The Atalanta juggernaut continues to plough on with some style. Last night’s 2-0 win over Sampdoria was hardly surprising, but it said a lot about La Dea’s ability to perform under pressure. As they plodded on towards the last 15 minutes against Claudio Ranieri’s men, the goal came from a source that might seem unlikely for others, but isn’t as unlikely for Atalanta – defender Rafael Toloi.
It was a reflection of the Bergamo club’s unique style, where everyone likes to get in on the goal-scoring action. Luis Muriel got the second goal to settle the tie, confirming his status as Serie A’s premier supersub. As a result, Atalanta are third in the Serie A table and find themselves only two points behind second-placed Lazio, but that’s not the most intriguing thing that pops out at you from the fixture list. If they beat Juventus on Saturday, the Bergamo boys will be within six points of the leaders.
Whether they can really mount a late Scudetto charge remains to be seen. But Gian Piero Gasperini’s men are unbeaten in 11 Serie A games, including nine victories on the bounce. That is the best winning streak in the league currently and they haven’t lost since SPAL beat them back in late January. During this period, they have scored as many as 35 goals, leading many to ask if La Dea really are the best team in Europe right now or not.
The word ‘best’ is a pretty versatile one in football, as it can mean many different things. To a football romantic though, ‘best team in Europe’ could refer to a side that plays very good football and scores buckets of goals. La Dea suit that tag in many ways. Rather, they define it.
Fans are bound to disagree and that is pretty natural in an era that is dominated by Twitter and opinions. A case can be made for Bayern Munich as well. But it has become a bit easy to forget that Atalanta have achieved all of this with very limited resources. They’ve brought forward this unique tactical approach and have gone a long way in changing people’s perception of Calcio.
Gasperini has introduced a style that is revolutionary for not just Italian football, but for the sport as a whole. There is pressing involved and this idea of being ruthless in attack as well. When the centre-backs and wing-backs bomb forward, a midfielder drops deeper and that is the sort of tactical fluidity and cohesiveness which defines Atalanta. It is all made possible thanks to astonishing fitness levels, so Gasp’s staff deserve much of the credit too, especially for their form since the lockdown.
In England, Chris Wilder’s Sheffield United side does rely on over-lapping centre-backs, but the system can be a bit pragmatic, unlike Atalanta’s version. Clubs in Germany have been using dynamic systems which have versatile players in flexible formations. They too rely on high-pressing, like La Dea. But another crucial thing about Atalanta’s system is how they lay immense emphasis on positional overloads. While that is a case of them taking a leaf out of Pep Guardiola’s book, it is a combination of all the other three mentioned above as well.

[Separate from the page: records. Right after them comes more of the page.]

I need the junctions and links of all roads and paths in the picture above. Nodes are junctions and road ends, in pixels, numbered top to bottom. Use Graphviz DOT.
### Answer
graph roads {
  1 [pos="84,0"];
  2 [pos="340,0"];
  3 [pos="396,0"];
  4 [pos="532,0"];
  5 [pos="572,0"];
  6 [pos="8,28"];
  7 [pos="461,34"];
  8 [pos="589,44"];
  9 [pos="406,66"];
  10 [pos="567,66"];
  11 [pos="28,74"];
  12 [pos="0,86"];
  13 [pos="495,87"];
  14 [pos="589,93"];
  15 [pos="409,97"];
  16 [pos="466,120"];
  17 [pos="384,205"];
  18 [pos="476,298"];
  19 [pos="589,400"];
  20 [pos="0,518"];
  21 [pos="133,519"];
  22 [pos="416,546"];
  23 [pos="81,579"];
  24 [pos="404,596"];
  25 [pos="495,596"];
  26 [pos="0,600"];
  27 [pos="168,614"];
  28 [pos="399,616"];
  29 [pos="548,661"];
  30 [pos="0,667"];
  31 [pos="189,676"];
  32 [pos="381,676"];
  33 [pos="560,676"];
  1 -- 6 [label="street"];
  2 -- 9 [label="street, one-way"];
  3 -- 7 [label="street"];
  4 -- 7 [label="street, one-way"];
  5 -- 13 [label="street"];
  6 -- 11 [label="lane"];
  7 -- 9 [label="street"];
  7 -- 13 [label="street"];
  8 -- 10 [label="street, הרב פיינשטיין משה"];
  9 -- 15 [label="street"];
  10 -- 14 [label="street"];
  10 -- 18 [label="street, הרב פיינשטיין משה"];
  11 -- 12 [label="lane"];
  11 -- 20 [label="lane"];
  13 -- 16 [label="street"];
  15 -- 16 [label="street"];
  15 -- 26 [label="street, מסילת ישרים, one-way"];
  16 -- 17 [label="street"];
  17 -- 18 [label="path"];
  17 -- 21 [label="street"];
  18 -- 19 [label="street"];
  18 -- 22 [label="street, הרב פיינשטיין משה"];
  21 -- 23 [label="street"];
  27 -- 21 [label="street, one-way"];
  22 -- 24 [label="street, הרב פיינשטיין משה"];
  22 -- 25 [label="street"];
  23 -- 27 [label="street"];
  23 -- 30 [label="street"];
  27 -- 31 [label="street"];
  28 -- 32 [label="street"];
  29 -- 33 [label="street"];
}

They’re not just style, though, as proven by the more pragmatic approach over the last two rounds. Back-to-back clean sheets kept against Cagliari and Sampdoria, while relying on set plays to batter down resilient defences. It was a Muriel penalty in Sardinia, while Toloi’s header and the Muriel strike both came off the back of corners. These are not naïve players running into the breach with no protection, they are attacking wisely and effectively. Just as in the Champions League after three opening group stage defeats, Atalanta learned, adapted and improved, giving themselves different ways of winning games.
Clearly, the system is working and has reaped the rewards over the last two years. It has helped them progress in a rather dramatic manner. They are capable of winning multiple games in a row. They did that last season as well and managed to secure Champions League football, despite having started the campaign in a pretty average manner.
In many ways, Atalanta are a football romantic’s favourite toy. Not everyone who loves the game is a romantic, of course. But for a club that has come a long way since earning promotion from Serie B, becoming the best in the world for a football romantic is a massive achievement in itself. This is no one-off Leicester City fairy-tale either, because the Bergamo club is consistently positioning itself in the top four of Italian football and growing all the time.
No one knows if Atalanta can win the Champions League or Scudetto, but for how far Atalanta have come by performing consistently in a revolutionary system, they deserve some kind of recognition.